2. The apparatus of claim 1 , wherein said encoder encodes each of the pictures in the group by respectively selecting between the frame mode and the at least one flexible macroblock ordering mode, so that losses in the encoded group of pictures at a decoder are capable of being concealed selectively using any of frame-based and slice-based error concealment methods.
3. The apparatus of claim 1 , where said encoder selects an encoding mode for each of the pictures in the group so as to achieve the maximum error resilience capability for the group of pictures under a total bit rate constraint, the encoding mode being selected based upon a rate distortion analysis and optimization.
4. The apparatus of claim 1 , wherein said encoder specifies selected ones of the frame mode and the at least one flexible macroblock ordering mode used to encode respective ones of the pictures in the group in at least one picture parameter set corresponding to the group of pictures.
5. The apparatus of claim 1 , wherein said encoder maintains a specified quantization parameter for each of the pictures in the group of pictures.
6. The apparatus of claim 1 , wherein said encoder encodes the group of pictures to provide a resultant bitstream compliant with the International Organization for Standardization/International Electrotechnical Commission Moving Picture Experts Group-4 Part 10 Advanced Video Coding standard/International Telecommunication Union, Telecommunication Sector H.264 standard.
7. The apparatus of claim 1 , wherein said encoder pre-encodes each of the pictures in the group using both the frame mode and the at least one flexible macroblock ordering mode to obtain source distortion and bit rate information for use in rendering the encoding mode selection for each of the pictures in the group of pictures from between the frame mode and the at least one flexible macroblock ordering mode.
8. The apparatus of claim 1 , wherein said encoder drops and conceals at least one slice corresponding to at least one of the pictures in the group of pictures, measures a resultant distortion corresponding to the at least one slice across a remainder of the group of pictures for both the frame mode and the at least one flexible macroblock ordering mode, and selects one of the frame mode and a flexible macroblock ordering mode for each of the pictures of the group of pictures based upon the measured distortion.

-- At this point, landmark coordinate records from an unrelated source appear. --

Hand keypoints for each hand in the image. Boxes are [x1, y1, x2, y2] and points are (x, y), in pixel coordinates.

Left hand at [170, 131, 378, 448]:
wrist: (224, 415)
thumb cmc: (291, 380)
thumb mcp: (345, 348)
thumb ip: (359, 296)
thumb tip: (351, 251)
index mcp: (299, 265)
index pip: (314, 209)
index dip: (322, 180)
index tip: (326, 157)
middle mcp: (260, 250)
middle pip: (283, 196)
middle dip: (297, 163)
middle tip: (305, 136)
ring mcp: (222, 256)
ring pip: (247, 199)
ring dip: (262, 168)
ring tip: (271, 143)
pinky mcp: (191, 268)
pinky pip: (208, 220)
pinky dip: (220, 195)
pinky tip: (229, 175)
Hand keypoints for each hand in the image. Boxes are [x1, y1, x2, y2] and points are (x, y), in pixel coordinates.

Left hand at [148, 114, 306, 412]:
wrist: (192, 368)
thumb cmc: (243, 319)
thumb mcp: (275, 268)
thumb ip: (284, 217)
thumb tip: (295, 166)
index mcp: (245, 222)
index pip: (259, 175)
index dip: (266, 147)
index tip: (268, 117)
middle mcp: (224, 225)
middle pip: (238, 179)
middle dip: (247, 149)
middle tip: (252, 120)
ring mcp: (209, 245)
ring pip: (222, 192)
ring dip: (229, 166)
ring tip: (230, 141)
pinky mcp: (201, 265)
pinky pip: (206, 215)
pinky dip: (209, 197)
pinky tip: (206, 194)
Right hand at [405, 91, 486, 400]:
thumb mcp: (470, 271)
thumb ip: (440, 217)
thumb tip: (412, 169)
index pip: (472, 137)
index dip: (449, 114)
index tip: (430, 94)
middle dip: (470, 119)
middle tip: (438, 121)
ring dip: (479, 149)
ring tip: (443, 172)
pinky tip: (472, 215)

9. The apparatus of claim 1 , wherein said encoder drops and conceals at least one picture in the group of pictures, measures a resultant distortion corresponding to the at least one picture for both a frame mode and a flexible macroblock ordering mode, and select one of the frame mode and the flexible macroblock ordering mode for each of the pictures of the group of pictures based upon the measured distortion.
10. A method for encoding a group of pictures, comprising:
encoding the group of pictures by selecting between a frame mode and at least one flexible macroblock ordering mode, wherein the pictures in the group are allowed to be concurrently encoded in different ones of the frame mode and the least one flexible macroblock ordering mode, and the mode selection for each of the pictures in the group is based on an achieved maximum error resilience capability for the group of pictures.

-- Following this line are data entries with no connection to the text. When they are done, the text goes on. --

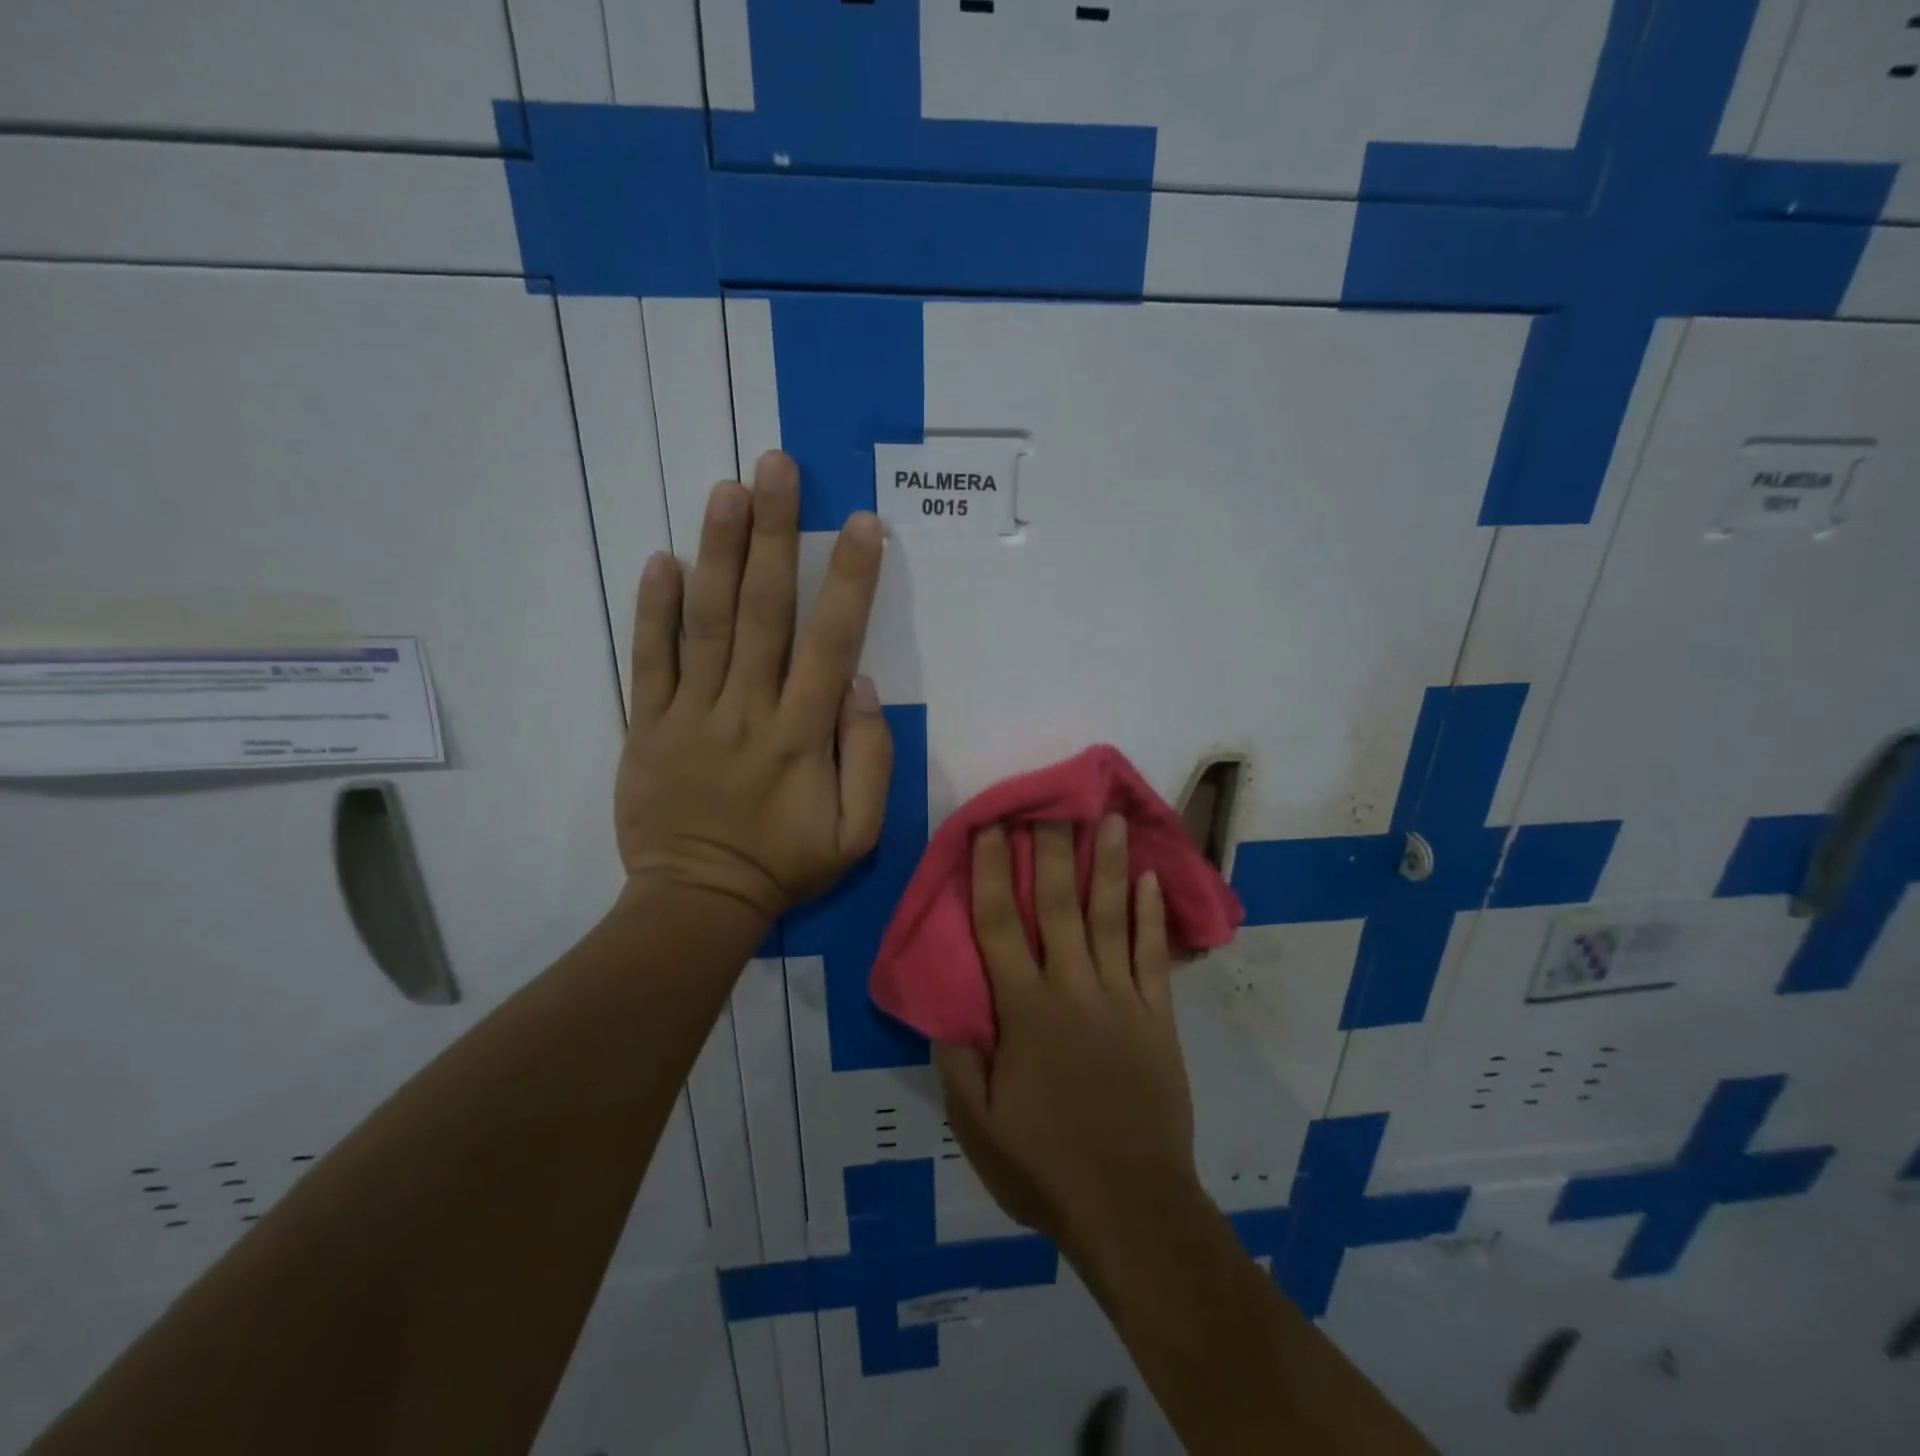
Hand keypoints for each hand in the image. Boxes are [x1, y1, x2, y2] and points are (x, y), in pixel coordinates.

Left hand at [614, 451, 891, 924]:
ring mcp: (689, 714)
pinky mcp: (646, 725)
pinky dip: (653, 609)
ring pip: (706, 622)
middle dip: (773, 535)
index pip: (829, 644)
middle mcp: (746, 711)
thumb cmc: (784, 865)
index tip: (860, 524)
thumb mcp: (856, 835)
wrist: (696, 901)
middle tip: (776, 467)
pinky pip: (648, 660)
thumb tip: (860, 685)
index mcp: (801, 737)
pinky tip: (662, 558)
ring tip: (726, 488)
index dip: (848, 581)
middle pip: (762, 612)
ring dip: (718, 552)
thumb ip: (870, 761)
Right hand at [934, 817, 1200, 1252]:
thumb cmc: (1045, 1165)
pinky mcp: (1157, 1018)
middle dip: (1051, 849)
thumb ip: (956, 1060)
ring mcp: (1121, 999)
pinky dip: (1151, 917)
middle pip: (1060, 905)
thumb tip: (944, 1008)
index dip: (992, 872)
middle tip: (1051, 801)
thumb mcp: (976, 1125)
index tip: (991, 828)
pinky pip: (1153, 957)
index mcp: (1024, 1010)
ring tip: (1109, 819)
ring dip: (1110, 865)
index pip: (1000, 925)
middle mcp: (1072, 988)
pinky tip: (1151, 881)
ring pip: (1112, 918)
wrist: (1131, 1205)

11. The method of claim 10 , wherein said encoding step encodes each of the pictures in the group by respectively selecting between the frame mode and the at least one flexible macroblock ordering mode, so that losses in the encoded group of pictures at a decoder are capable of being concealed selectively using any of frame-based and slice-based error concealment methods.

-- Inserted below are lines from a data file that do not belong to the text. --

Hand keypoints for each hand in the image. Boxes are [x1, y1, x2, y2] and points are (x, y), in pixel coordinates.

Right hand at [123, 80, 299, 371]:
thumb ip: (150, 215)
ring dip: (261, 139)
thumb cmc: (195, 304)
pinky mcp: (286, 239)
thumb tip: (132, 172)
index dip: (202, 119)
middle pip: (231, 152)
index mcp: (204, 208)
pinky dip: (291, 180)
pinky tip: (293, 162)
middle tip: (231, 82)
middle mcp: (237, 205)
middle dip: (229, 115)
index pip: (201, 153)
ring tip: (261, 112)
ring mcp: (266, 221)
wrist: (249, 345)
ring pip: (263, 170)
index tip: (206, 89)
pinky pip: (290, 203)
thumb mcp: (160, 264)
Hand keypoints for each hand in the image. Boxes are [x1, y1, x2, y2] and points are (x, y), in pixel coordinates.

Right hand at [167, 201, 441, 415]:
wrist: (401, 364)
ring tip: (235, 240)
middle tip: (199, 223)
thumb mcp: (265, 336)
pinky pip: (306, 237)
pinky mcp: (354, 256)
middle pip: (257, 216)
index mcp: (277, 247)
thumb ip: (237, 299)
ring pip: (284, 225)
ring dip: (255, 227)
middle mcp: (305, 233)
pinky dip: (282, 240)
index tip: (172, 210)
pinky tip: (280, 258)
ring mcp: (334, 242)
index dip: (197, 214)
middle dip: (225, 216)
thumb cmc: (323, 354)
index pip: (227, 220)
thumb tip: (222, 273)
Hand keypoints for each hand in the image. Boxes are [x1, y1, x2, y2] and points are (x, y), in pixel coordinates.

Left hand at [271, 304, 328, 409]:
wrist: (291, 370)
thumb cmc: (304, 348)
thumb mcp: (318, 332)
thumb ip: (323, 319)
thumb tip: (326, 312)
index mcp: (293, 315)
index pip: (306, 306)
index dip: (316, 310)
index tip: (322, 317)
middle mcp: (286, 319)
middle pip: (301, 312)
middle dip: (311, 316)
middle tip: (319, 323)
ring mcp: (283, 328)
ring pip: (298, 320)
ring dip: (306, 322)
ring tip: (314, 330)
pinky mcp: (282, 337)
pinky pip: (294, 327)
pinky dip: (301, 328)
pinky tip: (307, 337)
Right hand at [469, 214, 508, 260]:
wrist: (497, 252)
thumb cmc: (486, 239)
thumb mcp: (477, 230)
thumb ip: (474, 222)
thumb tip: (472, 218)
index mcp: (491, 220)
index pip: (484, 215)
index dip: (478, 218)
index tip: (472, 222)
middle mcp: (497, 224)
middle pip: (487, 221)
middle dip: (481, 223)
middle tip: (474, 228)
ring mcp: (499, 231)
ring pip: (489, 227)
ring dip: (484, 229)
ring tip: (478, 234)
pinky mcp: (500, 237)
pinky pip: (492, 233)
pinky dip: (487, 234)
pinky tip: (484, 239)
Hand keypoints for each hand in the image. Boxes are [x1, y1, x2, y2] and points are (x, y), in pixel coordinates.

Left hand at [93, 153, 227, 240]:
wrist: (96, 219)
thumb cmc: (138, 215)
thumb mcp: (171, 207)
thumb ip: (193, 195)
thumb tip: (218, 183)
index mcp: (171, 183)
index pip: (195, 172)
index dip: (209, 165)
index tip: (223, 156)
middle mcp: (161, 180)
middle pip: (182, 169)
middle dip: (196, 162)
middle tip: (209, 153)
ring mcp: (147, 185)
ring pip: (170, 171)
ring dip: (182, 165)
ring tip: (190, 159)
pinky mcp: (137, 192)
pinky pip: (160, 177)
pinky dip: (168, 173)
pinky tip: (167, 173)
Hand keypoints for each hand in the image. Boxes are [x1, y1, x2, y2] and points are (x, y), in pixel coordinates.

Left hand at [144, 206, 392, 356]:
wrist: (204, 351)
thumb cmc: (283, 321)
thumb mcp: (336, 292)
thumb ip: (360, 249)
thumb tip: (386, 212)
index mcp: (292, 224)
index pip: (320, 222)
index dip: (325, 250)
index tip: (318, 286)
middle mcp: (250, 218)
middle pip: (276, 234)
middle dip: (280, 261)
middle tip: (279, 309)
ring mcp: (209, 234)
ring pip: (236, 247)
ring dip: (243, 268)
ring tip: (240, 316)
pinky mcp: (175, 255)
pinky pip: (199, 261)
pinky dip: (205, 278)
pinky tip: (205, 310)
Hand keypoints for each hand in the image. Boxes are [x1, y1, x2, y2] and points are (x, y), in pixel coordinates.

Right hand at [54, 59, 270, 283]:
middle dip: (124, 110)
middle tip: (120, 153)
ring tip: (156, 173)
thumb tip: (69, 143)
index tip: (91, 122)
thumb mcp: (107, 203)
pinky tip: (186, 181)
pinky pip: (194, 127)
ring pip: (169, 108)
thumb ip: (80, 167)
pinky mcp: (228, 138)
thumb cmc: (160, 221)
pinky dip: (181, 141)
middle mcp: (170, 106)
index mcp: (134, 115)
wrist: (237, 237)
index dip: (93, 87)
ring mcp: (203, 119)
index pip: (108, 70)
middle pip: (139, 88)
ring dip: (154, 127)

12. The method of claim 10 , where said encoding step selects an encoding mode for each of the pictures in the group so as to achieve the maximum error resilience capability for the group of pictures under a total bit rate constraint, the encoding mode being selected based upon a rate distortion analysis and optimization.
13. The method of claim 10 , wherein said encoding step comprises specifying selected ones of the frame mode and the at least one flexible macroblock ordering mode used to encode respective ones of the pictures in the group in at least one picture parameter set corresponding to the group of pictures.
14. The method of claim 10 , wherein said encoding step comprises maintaining a specified quantization parameter for each of the pictures in the group of pictures.
15. The method of claim 10 , wherein said encoding step encodes the group of pictures to provide a resultant bitstream compliant with the International Organization for Standardization/International Electrotechnical Commission Moving Picture Experts Group-4 Part 10 Advanced Video Coding standard/International Telecommunication Union, Telecommunication Sector H.264 standard.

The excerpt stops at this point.